Created attachment 1409136 [details]
console output of the f28 installation beaker job
Description of problem:
Try to install f28 to a fcoe server with aacraid driver,but failed.
I've tried three times,all failed,but installation of f27/rhel to the save server is successful.
Version-Release number of selected component (if applicable):
Fedora-28-20180315.n.0 Server x86_64
Steps to Reproduce:
Created attachment 1409183 [details]
console output of the "success" f28 installation beaker job(with Fedora-28-20180315.n.0 Server x86_64,too)
The installation on the server with megaraid_sas driver succeed.
Proposed as a Blocker for 28-beta by Fedora user lnie using the blocker tracking app because:
seems affects "The installer must be able to detect and install to hardware or firmware RAID storage devices"

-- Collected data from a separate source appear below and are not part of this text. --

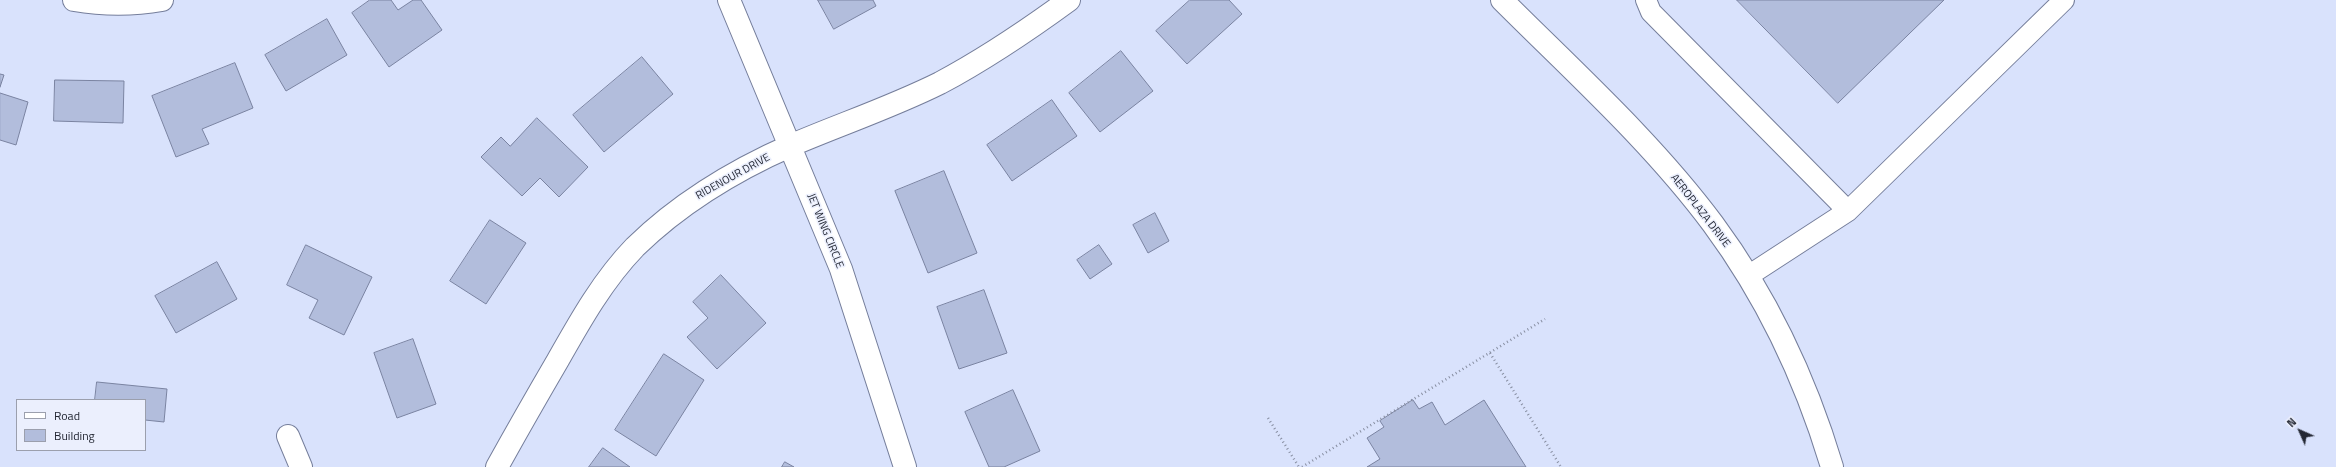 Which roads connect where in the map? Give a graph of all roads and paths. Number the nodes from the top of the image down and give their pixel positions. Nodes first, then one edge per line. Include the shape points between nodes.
1 (74, 0) edge
2 (162, 0) edge
3 (729, 0) edge
4 (1069, 0) edge
5 (1502, 0) edge
6 (1646, 0) edge
7 (2064, 0) edge
8 (791, 146) junction
9 (1848, 211) junction
10 (1748, 276) junction
11 (1545, 319) dead end
12 (1490, 353) junction
13 (1268, 418) dead end
14 (288, 436) dead end
15 (301, 467) edge
16 (497, 467) edge
17 (905, 467) edge
18 (1298, 467) edge
19 (1302, 467) edge
20 (1560, 467) edge
21 (1832, 467) edge

1 - 2 street via 136,4
3 - 8 street, JET WING CIRCLE
4 - 8 street, RIDENOUR DRIVE via 1000,47 940,83
5 - 10 street, AEROPLAZA DRIVE via 1663,162 1713,224
6 - 9 lane via 1651,12
7 - 9 lane
8 - 16 street, RIDENOUR DRIVE via 692,200 634,248 607,280 585,313
8 - 17 street, JET WING CIRCLE via 840,269
9 - 10 lane
10 - 21 street, AEROPLAZA DRIVE via 1793,360
11 - 12 path
12 - 19 path
12 - 20 path
13 - 18 path
14 - 15 street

Discussed at 2018-03-19 Fedora 28 blocker review meeting: https://meetbot-raw.fedoraproject.org/fedora-blocker-review/2018-03-19/f28-blocker-review.2018-03-19-16.02.html . We agreed that if this only affects a RAID set accessed via FCoE - effectively stacking two relatively unusual use cases that are blockers alone - this is too much of a corner case to constitute a blocker. However, if this can be reproduced with a *local* Adaptec RAID controller, we will re-evaluate it.
Lili, can you test with the RAID controller accessed as a regular local device? Thanks!
Hi Adam, I have done a manual installation with a local aacraid server(Dell PowerEdge T110),I found the bug with HP ProLiant DL120 G7,so it seems that this bug affects widely.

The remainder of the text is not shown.